Task statement: Among the lines below, how many have the word "Autopista"? The reply is that number alone.

Exercise material:
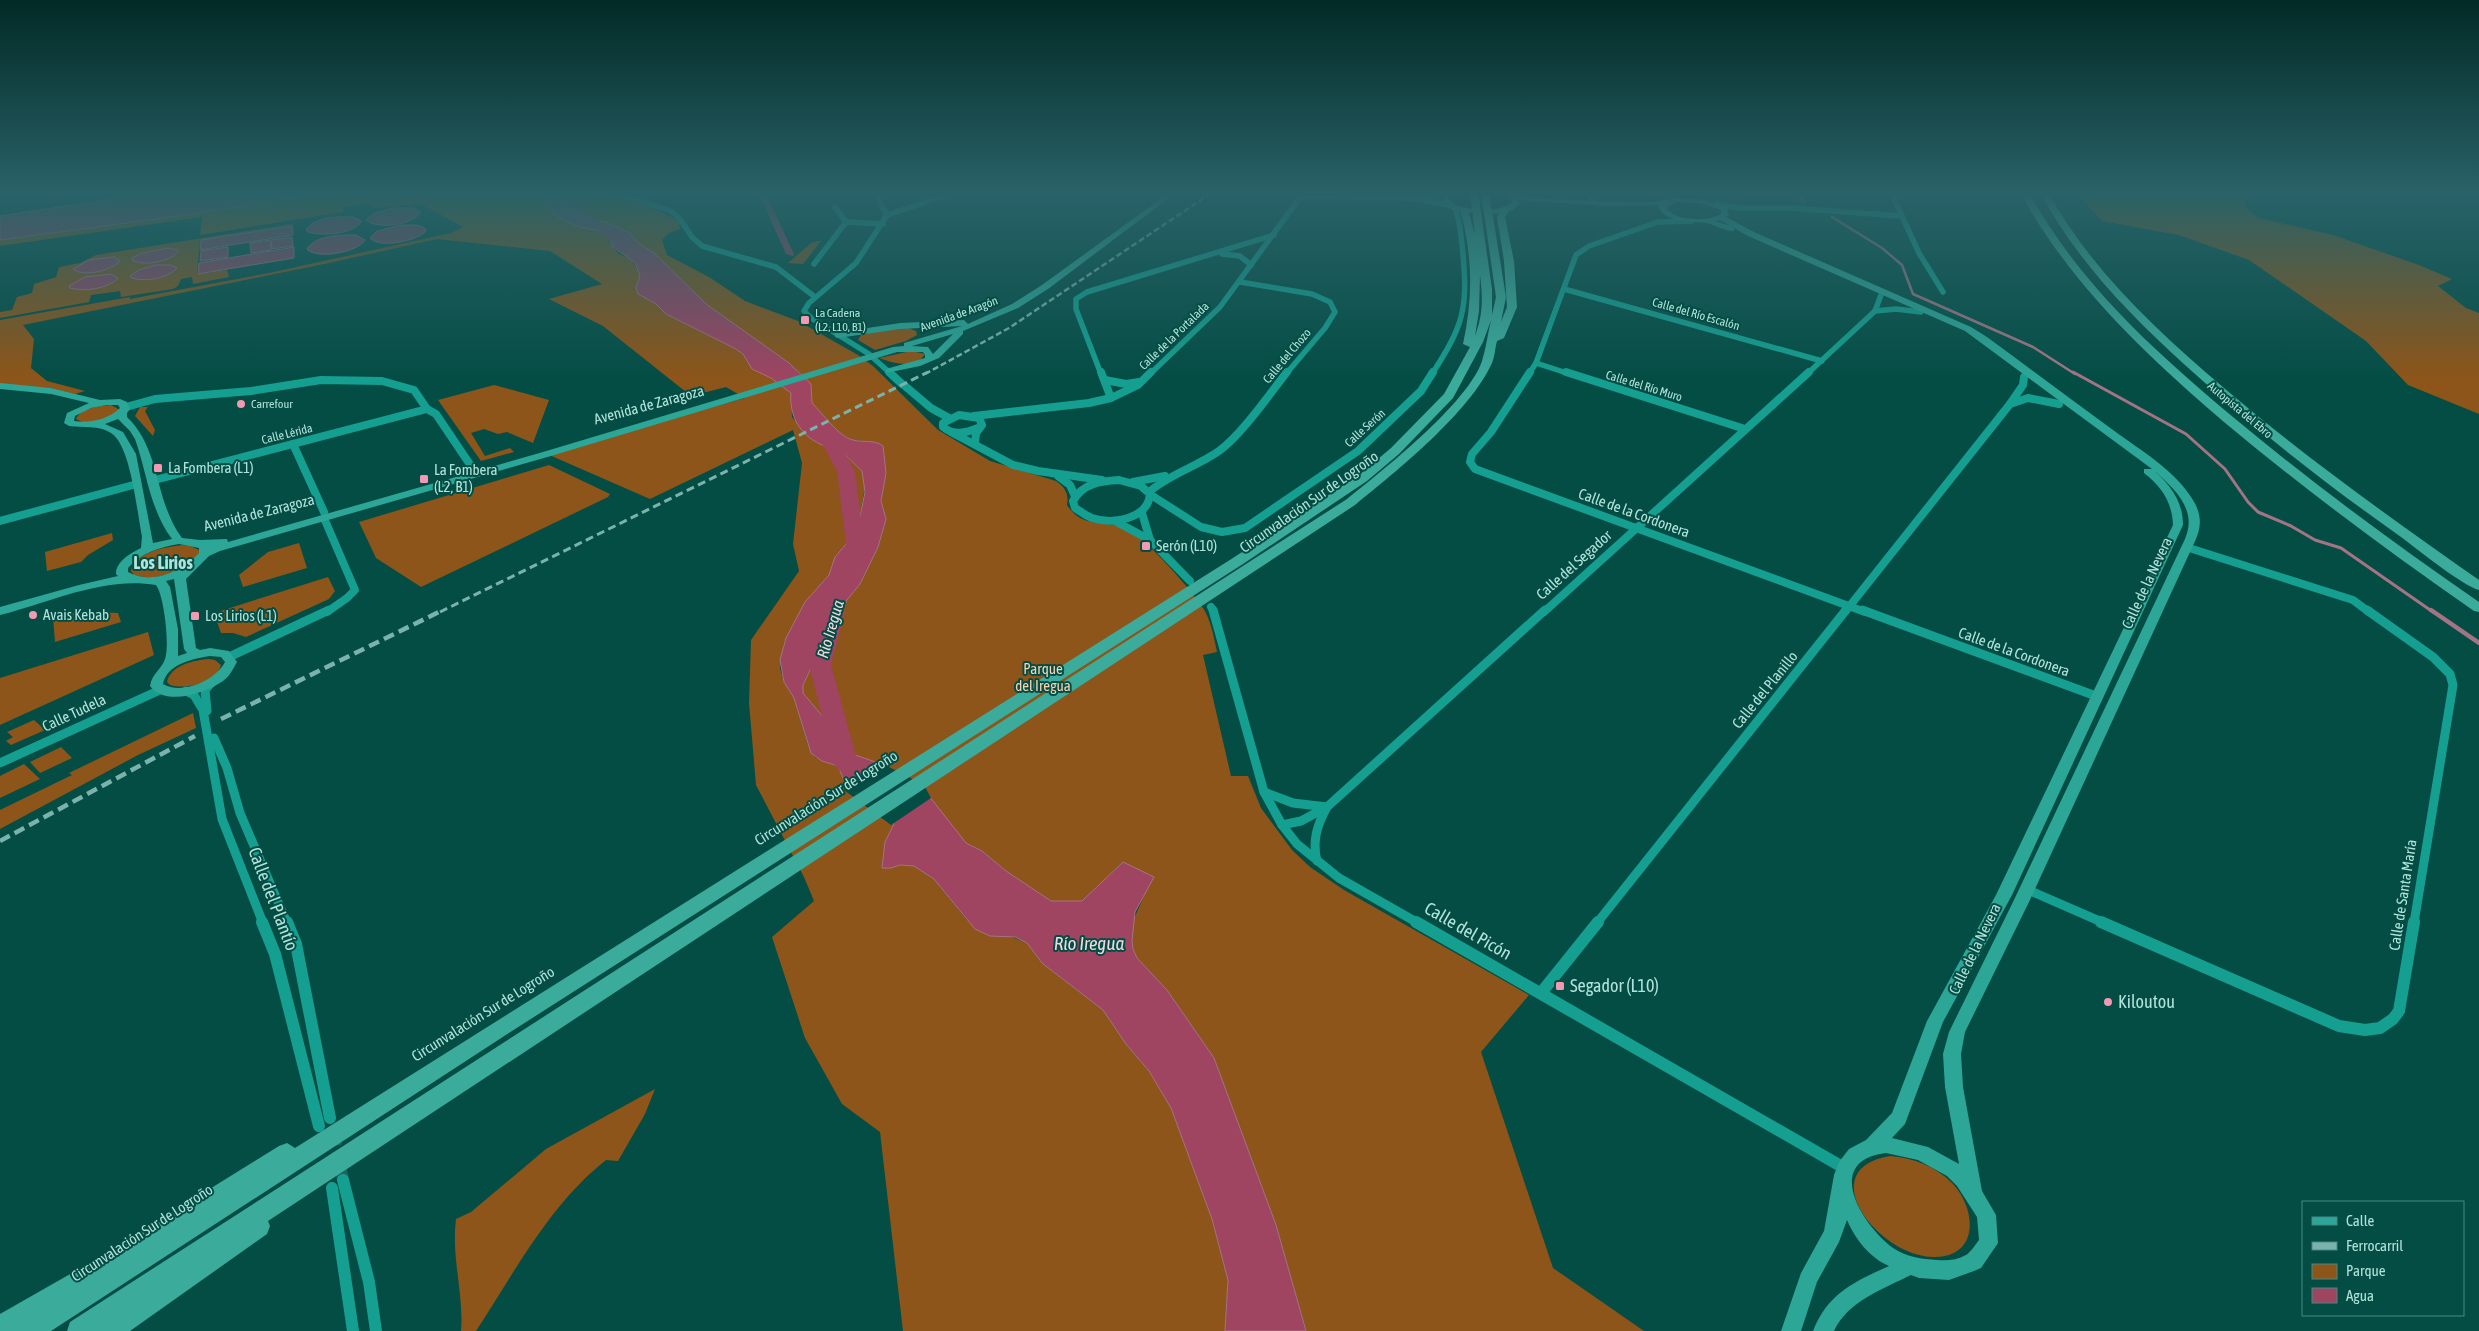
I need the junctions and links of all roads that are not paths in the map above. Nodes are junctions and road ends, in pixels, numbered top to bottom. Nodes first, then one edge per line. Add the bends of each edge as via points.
1 (731, 254) edge
2 (822, 254) edge
3 (863, 254) edge
4 (1090, 254) edge
5 (1215, 254) edge
6 (1216, 254) edge
7 (1260, 254) edge
8 (1463, 254) edge
9 (1480, 254) edge
10 (1487, 254) edge
11 (1508, 254) edge
12 (1579, 254) edge
13 (1788, 254) edge
14 (1797, 254) edge
15 (1920, 254) edge
16 (2065, 254) edge
17 (2086, 254) edge
18 (814, 264) dead end
19 (1251, 266) junction
20 (1240, 282) junction
21 (1564, 289) junction
22 (1943, 292) dead end
23 (1880, 295) junction
24 (816, 297) junction
25 (1876, 311) junction
26 (1921, 312) junction
27 (988, 320) junction
28 (908, 325) junction
29 (966, 328) junction
30 (838, 335) junction
31 (898, 348) junction
32 (928, 360) junction
33 (1822, 361) junction
34 (1487, 362) junction
35 (1536, 363) junction
36 (889, 371) junction
37 (2024, 377) junction
38 (1146, 379) junction
39 (1105, 380) junction
40 (0, 386) edge
41 (0, 392) edge
42 (1111, 398) junction
43 (726, 399) junction
44 (104, 402) junction
45 (2010, 404) junction
46 (2060, 404) junction
47 (427, 409) junction
48 (124, 410) junction
49 (76, 411) junction
50 (1006, 413) junction
51 (974, 416) junction
52 (949, 418) junction
53 (85, 424) junction
54 (980, 427) junction
55 (1745, 429) junction
56 (951, 432) junction
57 (976, 443) junction
58 (293, 444) junction
59 (473, 469) junction
60 (149, 471) junction
61 (1172, 474) junction
62 (135, 475) junction
63 (1058, 476) junction
64 (1107, 481) junction
65 (1130, 482) junction
66 (1150, 493) junction
67 (1075, 496) junction
68 (1142, 513) junction
69 (324, 515) junction
70 (0, 521) edge
71 (1114, 521) junction
72 (1636, 528) junction
73 (1150, 540) junction
74 (179, 541) junction
75 (2186, 547) junction
76 (147, 549) junction
77 (201, 553) junction
78 (125, 573) junction
79 (151, 580) junction
80 (1190, 581) dead end
81 (2479, 586) edge
82 (0, 606) edge
83 (1850, 606) junction
84 (1211, 607) dead end
85 (2479, 608) edge
86 (0, 611) edge
87 (200, 654) junction
88 (230, 657) junction
89 (167, 668) junction
90 (211, 682) junction
91 (160, 690) junction
92 (186, 691) junction
93 (2096, 696) junction
94 (204, 710) junction
95 (214, 746) junction
96 (0, 764) edge
97 (1264, 792) junction
98 (1327, 807) junction
99 (1282, 825) junction
100 (1317, 861) junction
101 (2026, 889) junction
102 (1541, 993) junction
103 (330, 1118) dead end
104 (319, 1126) dead end
105 (1871, 1148) junction
106 (1846, 1169) junction
107 (344, 1180) tunnel mouth
108 (249, 1183) junction
109 (332, 1188) dead end
110 (1843, 1190) junction
111 (1973, 1190) junction
112 (268, 1215) junction
113 (1910, 1266) junction
114 (0, 1328) edge
115 (29, 1331) edge
116 (79, 1331) edge
117 (109, 1331) edge
118 (353, 1331) edge
119 (376, 1331) edge
120 (1791, 1331) edge
121 (1823, 1331) edge

1 - 24 street via 776,267
2 - 18 street
3 - 24 street via 856,264
4 - 27 main road, Avenida de Aragón via 1038,292
5 - 39 street via 1088,292 1076,299 1076,309
6 - 19 street via 1240,256
7 - 19 street, Calle de la Portalada
8 - 66 street, Calle Serón via 1466,290 1462,321 1452,343 1421,391 1358,451 1246,528 1222,532 1201,527
9 - 108 highway, Circunvalación Sur de Logroño via 1487,289 1487,317 1458,382 1419,428 1364,478 770,859
10 - 34 highway, Circunvalación Sur de Logroño via 1501,297
11 - 34 highway via 1512,307
12 - 21 street, Calle de la Cordonera via 1573,261
13 - 23 main road, Calle de la Nevera
14 - 75 main road, Calle de la Nevera via 1984,338 2156,467 2180,488 2190,505 2195,522
15 - 22 street
16 - 85 highway, Autopista del Ebro via 2123,322 2180,377 2313,488
17 - 81 highway, Autopista del Ebro via 2140,317 2196,370 2331,480
19 - 20 street, Calle de la Portalada
20 - 38 street, Calle de la Portalada via 1220,307
20 - 61 street, Calle del Chozo via 1312,294 1330,302 1335,312 1227,444 1216,453
21 - 33 street, Calle del Río Escalón
21 - 35 street, Calle de la Cordonera
23 - 25 street
23 - 26 main road, Calle de la Nevera
24 - 30 street via 804,308 805,313
25 - 26 street
25 - 33 street, Calle del Segador
26 - 37 main road, Calle de la Nevera via 1966,335
27 - 28 main road
27 - 29 main road, Avenida de Aragón
28 - 30 main road
28 - 31 main road via 922,334
29 - 31 main road, Avenida de Aragón
29 - 32 main road via 950,339 938,355
30 - 36 street
31 - 32 main road via 925,350 930,354
31 - 43 main road, Avenida de Aragón
32 - 36 main road
33 - 55 street, Calle del Segador
34 - 112 highway, Circunvalación Sur de Logroño via 1456,407 1394,468 1350,502 786,870
35 - 55 street, Calle del Río Muro
35 - 72 street, Calle de la Cordonera via 1492,432 1472,454 1470,462 1483,473
36 - 52 street via 931,408
37 - 45 street, Calle del Planillo via 2023,385
37 - 46 main road, Calle de la Nevera
38 - 39 street via 1126,384
38 - 42 street, Calle de la Portalada
39 - 42 street
40 - 44 main road via 51,391 86,401
41 - 49 main road via 42,396 72,405
42 - 50 street, Calle de la Portalada
43 - 59 main road, Avenida de Zaragoza
43 - 69 main road, Avenida de Zaragoza via 547,454
44 - 48 main road via 120,402
44 - 49 main road
45 - 46 street via 2028,398
45 - 83 street, Calle del Planillo
46 - 93 main road, Calle de la Nevera via 2155,477 2167,489 2178,514 2178,525 2168,549
47 - 48 street via 414,390 358,379 321,380 250,391 155,399
47 - 58 street, Calle Lérida
47 - 59 street via 436,414
48 - 53 main road via 110,419
48 - 60 main road via 122,418 140,439
49 - 53 main road via 68,418 69,423
50 - 51 street, Calle de la Portalada
50 - 54 street, Calle de la Portalada
51 - 52 street, Calle de la Portalada
51 - 54 street via 980,418
52 - 56 street via 943,427
53 - 62 main road via 108,427 120,433 131,454
54 - 56 street, Calle de la Portalada via 965,433
54 - 57 street
55 - 72 street, Calle del Segador
56 - 57 street
57 - 63 street via 1001,460
58 - 60 street, Calle Lérida
58 - 69 street
59 - 69 main road, Avenida de Zaragoza
60 - 74 main road via 160,512
61 - 65 street, Calle del Chozo
61 - 66 street, Calle del Chozo
62 - 70 street
62 - 76 main road
63 - 64 street via 1069,474
63 - 67 street via 1070,485
64 - 65 street
64 - 67 street via 1087,486
65 - 66 street, Calle Serón
66 - 68 street via 1148,507
67 - 71 street via 1075,508 1081,514
68 - 71 street
68 - 73 street
69 - 77 main road, Avenida de Zaragoza via 215,543
69 - 88 street via 355,590 337,606
71 - 73 street
72 - 83 street, Calle de la Cordonera
72 - 98 street, Calle del Segador
73 - 80 street
74 - 76 main road
74 - 77 main road
75 - 101 main road, Calle de la Nevera
75 - 101 street, Calle de Santa María via 2353,600 2433,657 2450,674 2453,685 2399,1011 2391,1023 2378,1030 2339,1026
76 - 78 main road via 136,555
77 - 79 main road via 176,573
77 - 87 main road via 180,579 190,649
78 - 79 main road
78 - 82 main road
78 - 86 main road
79 - 89 main road via 160,582 164,587 174,649
83 - 93 street, Calle de la Cordonera
83 - 102 street, Calle del Planillo
84 - 97 street, Calle del Picón
87 - 88 main road via 218,653
87 - 89 main road
88 - 90 main road via 226,672
89 - 91 main road via 156,680
90 - 92 main road
90 - 94 street, Calle del Plantío via 205,690
91 - 92 main road
91 - 96 street, Calle Tudela
92 - 94 street, Calle del Plantío via 194,695
93 - 105 main road, Calle de la Nevera via 2004,895 1935,1021 1899,1118
94 - 95 street, Calle del Plantío
95 - 103 street, Calle del Plantío via 227,768 240,813 296,944
95 - 104 street, Calle del Plantío via 222,819 275,954
97 - 98 street via 1293,802
97 - 99 street, Calle del Picón
98 - 99 street, Calle del Segador via 1301,821
98 - 100 street via 1313,842
99 - 100 street, Calle del Picón
100 - 102 street, Calle del Picón via 1339,878
101 - 111 main road, Calle de la Nevera via 1957,1032 1952,1054 1954,1087
102 - 106 street, Calle del Picón
105 - 106 main road via 1856,1156
105 - 111 main road via 1885,1145 1916,1150 1948,1165
106 - 110 main road
107 - 119 street via 369,1282
108 - 114 highway
108 - 115 highway, Circunvalación Sur de Logroño
109 - 118 street
110 - 113 main road via 1856,1225 1889,1256
110 - 120 main road via 1835,1230 1816,1263
111 - 113 main road via 1985,1213 1989,1237 1985,1251 1976,1262 1948,1273
112 - 116 highway
112 - 117 highway
113 - 121 main road via 1849,1295 1826,1322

Finished exercise: 2